Print the lines below from the line with "ring pip: (104, 141)" to the line with "middle pip: (724, 776)" exactly, keeping both ends, and print no pictures.
____
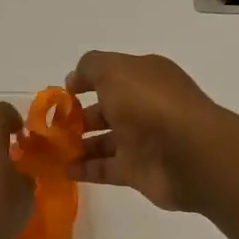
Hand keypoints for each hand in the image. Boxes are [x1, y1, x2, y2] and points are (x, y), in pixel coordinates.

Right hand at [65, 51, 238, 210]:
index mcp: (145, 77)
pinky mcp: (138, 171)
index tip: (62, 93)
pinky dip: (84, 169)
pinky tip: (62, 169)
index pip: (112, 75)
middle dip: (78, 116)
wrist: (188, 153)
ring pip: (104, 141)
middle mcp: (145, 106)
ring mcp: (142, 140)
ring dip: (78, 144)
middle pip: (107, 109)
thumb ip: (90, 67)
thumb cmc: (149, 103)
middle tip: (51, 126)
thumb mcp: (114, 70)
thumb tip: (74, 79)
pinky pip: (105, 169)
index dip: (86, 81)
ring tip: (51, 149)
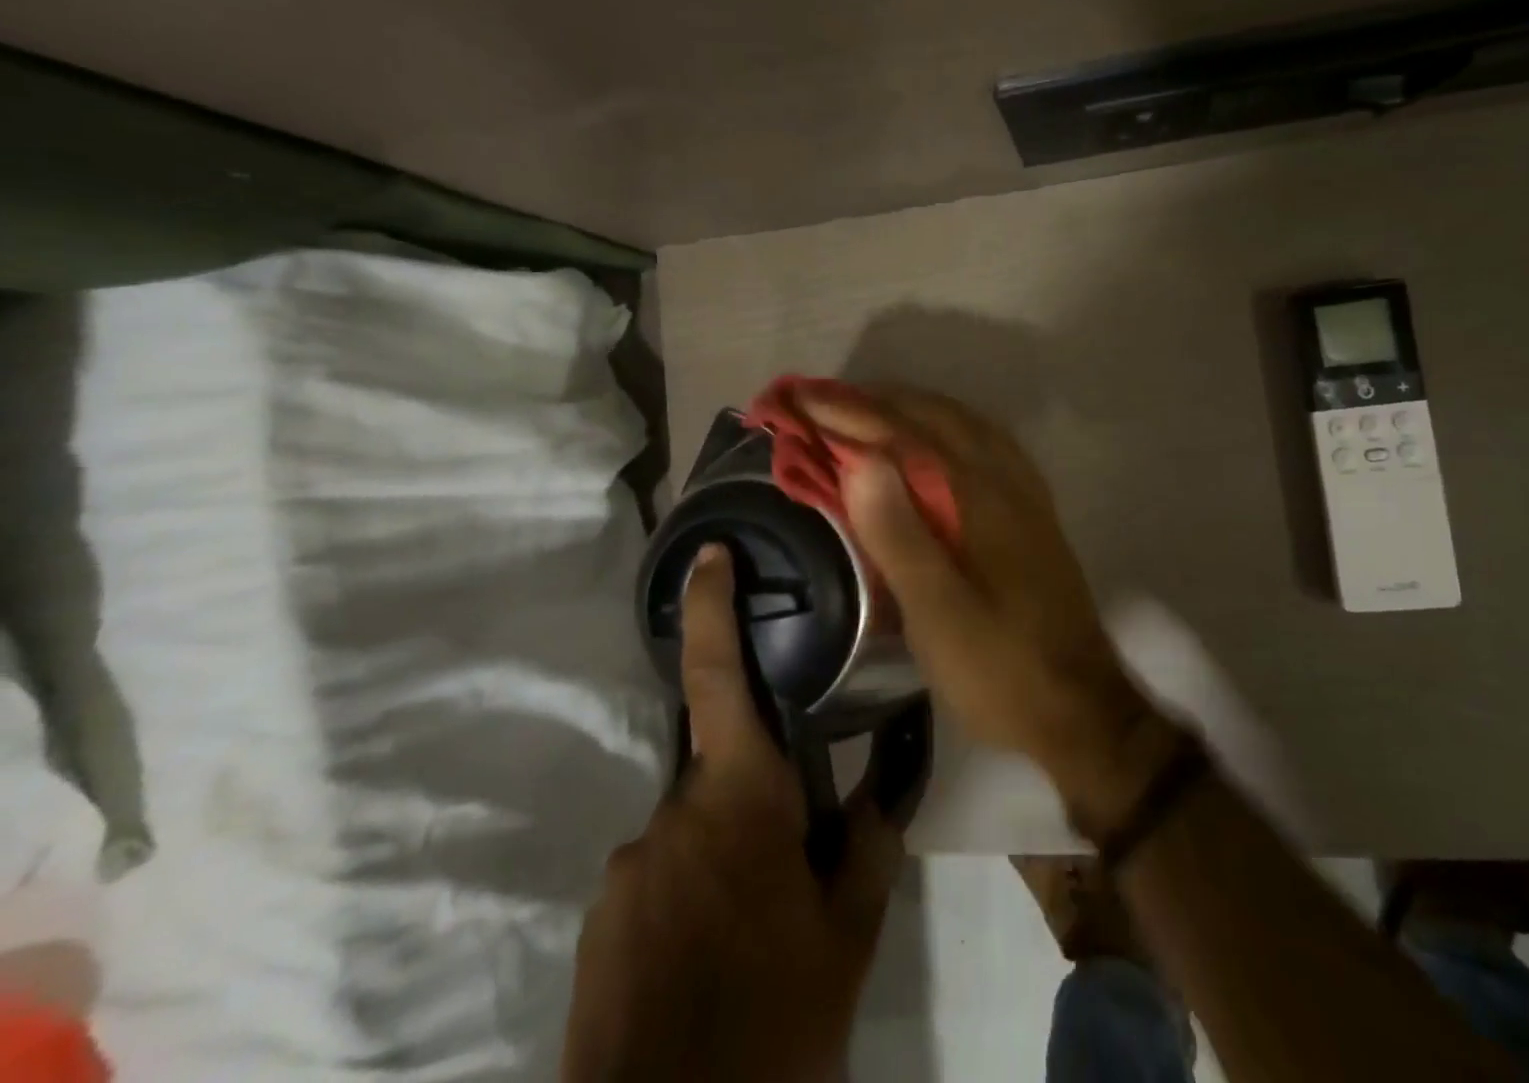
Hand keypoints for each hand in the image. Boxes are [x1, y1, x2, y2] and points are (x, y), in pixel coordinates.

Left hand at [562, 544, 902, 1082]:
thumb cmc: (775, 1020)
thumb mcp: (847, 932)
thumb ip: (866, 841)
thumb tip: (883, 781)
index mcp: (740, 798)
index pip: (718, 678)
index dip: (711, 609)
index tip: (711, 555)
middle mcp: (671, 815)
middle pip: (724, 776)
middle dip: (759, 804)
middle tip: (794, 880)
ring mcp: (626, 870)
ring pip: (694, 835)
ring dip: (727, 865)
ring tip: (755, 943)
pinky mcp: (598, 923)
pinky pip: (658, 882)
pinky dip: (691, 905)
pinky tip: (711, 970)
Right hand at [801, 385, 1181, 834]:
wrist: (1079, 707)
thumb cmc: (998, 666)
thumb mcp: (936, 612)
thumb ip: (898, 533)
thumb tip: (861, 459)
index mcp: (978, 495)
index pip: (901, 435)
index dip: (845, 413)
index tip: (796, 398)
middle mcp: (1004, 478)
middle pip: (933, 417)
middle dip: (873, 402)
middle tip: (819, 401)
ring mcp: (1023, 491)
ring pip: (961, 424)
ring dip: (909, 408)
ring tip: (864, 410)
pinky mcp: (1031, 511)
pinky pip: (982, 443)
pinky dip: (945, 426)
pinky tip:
____
SOLVED PROBLEM
ring pip: (104, 141)
middle mcp: (145, 106)
ring mcp: (142, 140)
ring dip: (78, 144)
middle pip: (107, 109)
thumb ip: (90, 67)
thumb cmc: (149, 103)
middle tip: (51, 126)
thumb mcp: (114, 70)
thumb tip: (74, 79)
pinky pip: (105, 169)
index dip: (86, 81)
ring tip: (51, 149)
Hand keypoints for each hand in the image. Boxes are [x1, y1, x2, y2] and points are (x, y), in pixel coordinates.

Left hand at [562, 544, 902, 1082]:
thumb cmc: (775, 1020)
thumb mcp: (847, 932)
thumb ip: (866, 841)
thumb tip: (883, 781)
index mcp: (740, 798)
index pip: (718, 678)
index dip: (711, 609)
index tip: (711, 555)
middle mcp: (671, 815)
middle pip: (724, 776)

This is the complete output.